Dataset entries>
========================================================================
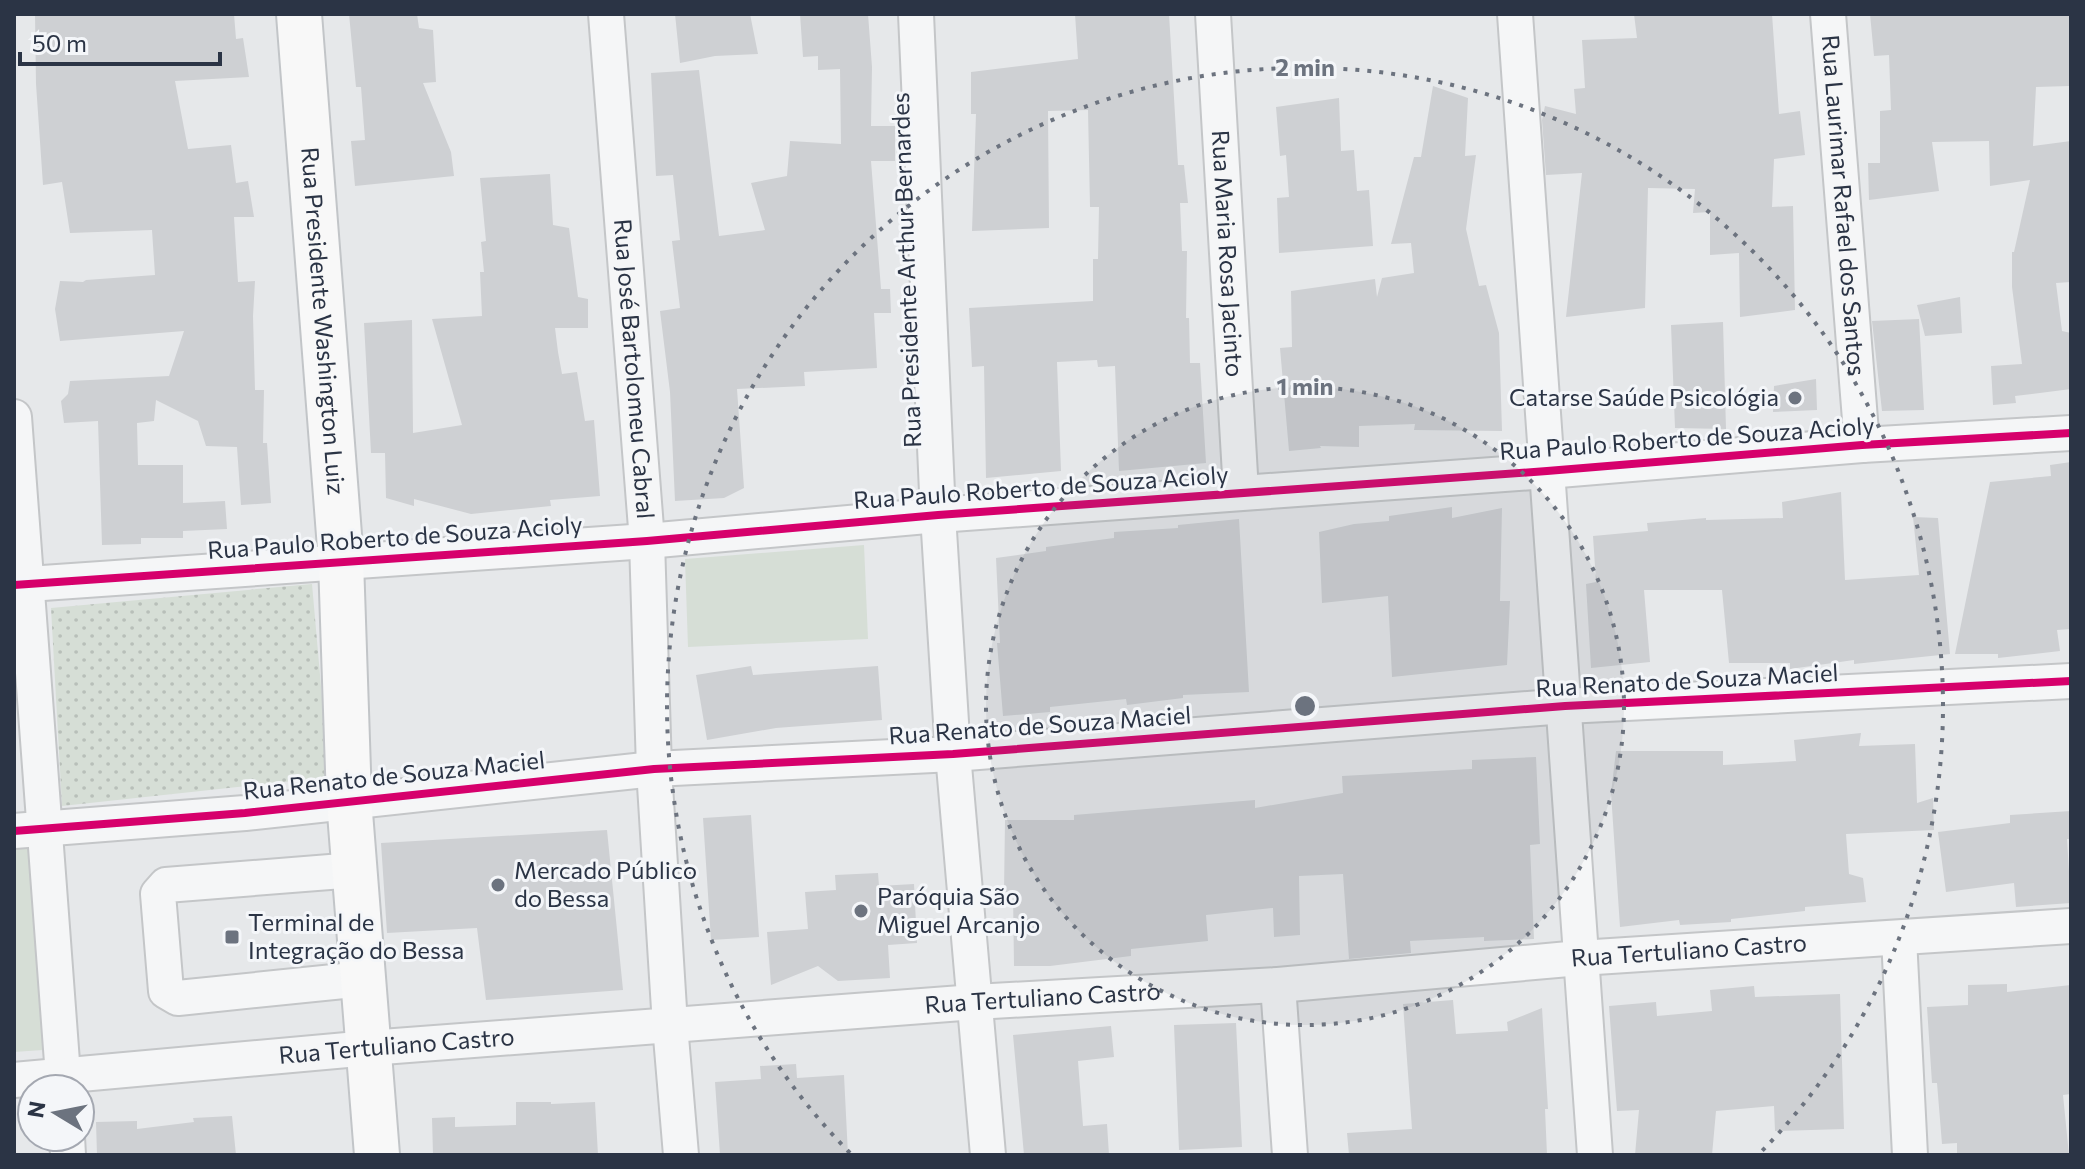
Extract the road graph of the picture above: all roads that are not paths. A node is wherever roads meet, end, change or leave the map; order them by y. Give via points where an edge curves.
1 (299, 14) edge
2 (606, 14) edge
3 (916, 14) edge
4 (1213, 14) edge
5 (1515, 14) edge
6 (1828, 14) edge
7 (14, 417) edge
8 (2071, 433) edge
9 (1862, 445) junction
10 (1547, 471) junction
11 (1241, 492) junction
12 (938, 515) junction
13 (647, 541) junction
14 (341, 561) junction
15 (21, 584) edge
16 (2071, 681) edge
17 (1565, 706) junction
18 (953, 754) junction
19 (654, 769) junction
20 (349, 800) junction
21 (29, 829) edge
22 (355, 870) junction
23 (2071, 926) edge
24 (1899, 938) junction
25 (1580, 958) junction
26 (363, 979) junction
27 (1278, 985) junction
28 (975, 1002) junction
29 (670, 1025) junction
30 (369, 1048) junction
31 (62, 1073) edge
32 (96, 1079) edge
33 (377, 1155) edge
34 (681, 1155) edge
35 (988, 1155) edge
36 (1290, 1155) edge
37 (1595, 1155) edge
38 (1910, 1155) edge

1 - 14 main road, Rua Presidente Washington Luiz
2 - 13 street, Rua José Bartolomeu Cabral
3 - 12 street, Rua Presidente Arthur Bernardes
4 - 11 street, Rua Maria Rosa Jacinto
5 - 10 street
6 - 9 street, Rua Laurimar Rafael dos Santos
7 - 15 street
8 - 9 street, Rua Paulo Roberto de Souza Acioly
9 - 10 street, Rua Paulo Roberto de Souza Acioly
10 - 11 street, Rua Paulo Roberto de Souza Acioly
10 - 17 street
11 - 12 street, Rua Paulo Roberto de Souza Acioly
12 - 13 street, Rua Paulo Roberto de Souza Acioly
12 - 18 street, Rua Presidente Arthur Bernardes
13 - 14 street, Rua Paulo Roberto de Souza Acioly
13 - 19 street, Rua José Bartolomeu Cabral
14 - 15 street, Rua Paulo Roberto de Souza Acioly
14 - 20 main road, Rua Presidente Washington Luiz
15 - 21 street
16 - 17 street, Rua Renato de Souza Maciel
17 - 18 street, Rua Renato de Souza Maciel
17 - 25 street
18 - 19 street, Rua Renato de Souza Maciel
18 - 28 street, Rua Presidente Arthur Bernardes
19 - 20 street, Rua Renato de Souza Maciel
19 - 29 street, Rua José Bartolomeu Cabral
20 - 21 street, Rua Renato de Souza Maciel
20 - 22 main road, Rua Presidente Washington Luiz
21 - 31 street
22 - 26 main road, Rua Presidente Washington Luiz
22 - 26 street via 166,885 158,894 161,939 166,991 178,998
23 - 24 street, Rua Tertuliano Castro
24 - 25 street, Rua Tertuliano Castro
24 - 38 street
25 - 27 street, Rua Tertuliano Castro
25 - 37 street
26 - 30 main road, Rua Presidente Washington Luiz
27 - 28 street, Rua Tertuliano Castro
27 - 36 street
28 - 29 street, Rua Tertuliano Castro
28 - 35 street, Rua Presidente Arthur Bernardes
29 - 30 street, Rua Tertuliano Castro
29 - 34 street, Rua José Bartolomeu Cabral
30 - 32 street, Rua Tertuliano Castro
30 - 33 main road, Rua Presidente Washington Luiz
========================================================================
WHAT IS REQUIRED>
Print all the lines above again exactly, without any pictures.

ANSWER AREA>
Extract the road graph of the picture above: all roads that are not paths. A node is wherever roads meet, end, change or leave the map; order them by y. Give via points where an edge curves.
1 (299, 14) edge
2 (606, 14) edge
3 (916, 14) edge
4 (1213, 14) edge
5 (1515, 14) edge
6 (1828, 14) edge
7 (14, 417) edge
8 (2071, 433) edge
9 (1862, 445) junction
10 (1547, 471) junction
11 (1241, 492) junction
12 (938, 515) junction
13 (647, 541) junction
14 (341, 561) junction
15 (21, 584) edge
16 (2071, 681) edge
17 (1565, 706) junction
18 (953, 754) junction
19 (654, 769) junction
20 (349, 800) junction
21 (29, 829) edge
22 (355, 870) junction
23 (2071, 926) edge
24 (1899, 938) junction
25 (1580, 958) junction
26 (363, 979) junction
27 (1278, 985) junction
28 (975, 1002) junction
29 (670, 1025) junction
30 (369, 1048) junction
31 (62, 1073) edge
32 (96, 1079) edge
33 (377, 1155) edge
34 (681, 1155) edge
35 (988, 1155) edge
36 (1290, 1155) edge
37 (1595, 1155) edge
38 (1910, 1155) edge

1 - 14 main road, Rua Presidente Washington Luiz
2 - 13 street, Rua José Bartolomeu Cabral
3 - 12 street, Rua Presidente Arthur Bernardes
4 - 11 street, Rua Maria Rosa Jacinto
5 - 10 street
6 - 9 street, Rua Laurimar Rafael dos Santos
7 - 15 street
8 - 9 street, Rua Paulo Roberto de Souza Acioly
9 - 10 street, Rua Paulo Roberto de Souza Acioly
10 - 11 street, Rua Paulo Roberto de Souza Acioly
10 - 17 street
11 - 12 street, Rua Paulo Roberto de Souza Acioly
12 - 13 street, Rua Paulo Roberto de Souza Acioly
12 - 18 street, Rua Presidente Arthur Bernardes
13 - 14 street, Rua Paulo Roberto de Souza Acioly
13 - 19 street, Rua José Bartolomeu Cabral
14 - 15 street, Rua Paulo Roberto de Souza Acioly
14 - 20 main road, Rua Presidente Washington Luiz
15 - 21 street
16 - 17 street, Rua Renato de Souza Maciel
17 - 18 street, Rua Renato de Souza Maciel
17 - 25 street
18 - 19 street, Rua Renato de Souza Maciel
18 - 28 street, Rua Presidente Arthur Bernardes
19 - 20 street, Rua Renato de Souza Maciel
19 - 29 street, Rua José Bartolomeu Cabral
20 - 21 street, Rua Renato de Souza Maciel
20 - 22 main road, Rua Presidente Washington Luiz
21 - 31 street
22 - 26 main road, Rua Presidente Washington Luiz
22 - 26 street via 166,885 158,894 161,939 166,991 178,998
23 - 24 street, Rua Tertuliano Castro
24 - 25 street, Rua Tertuliano Castro
24 - 38 street
25 - 27 street, Rua Tertuliano Castro
25 - 37 street
26 - 30 main road, Rua Presidente Washington Luiz
27 - 28 street, Rua Tertuliano Castro
27 - 36 street
28 - 29 street, Rua Tertuliano Castro
28 - 35 street, Rua Presidente Arthur Bernardes
29 - 30 street, Rua Tertuliano Castro
29 - 34 street, Rua José Bartolomeu Cabral
30 - 32 street, Rua Tertuliano Castro
30 - 33 main road, Rua Presidente Washington Luiz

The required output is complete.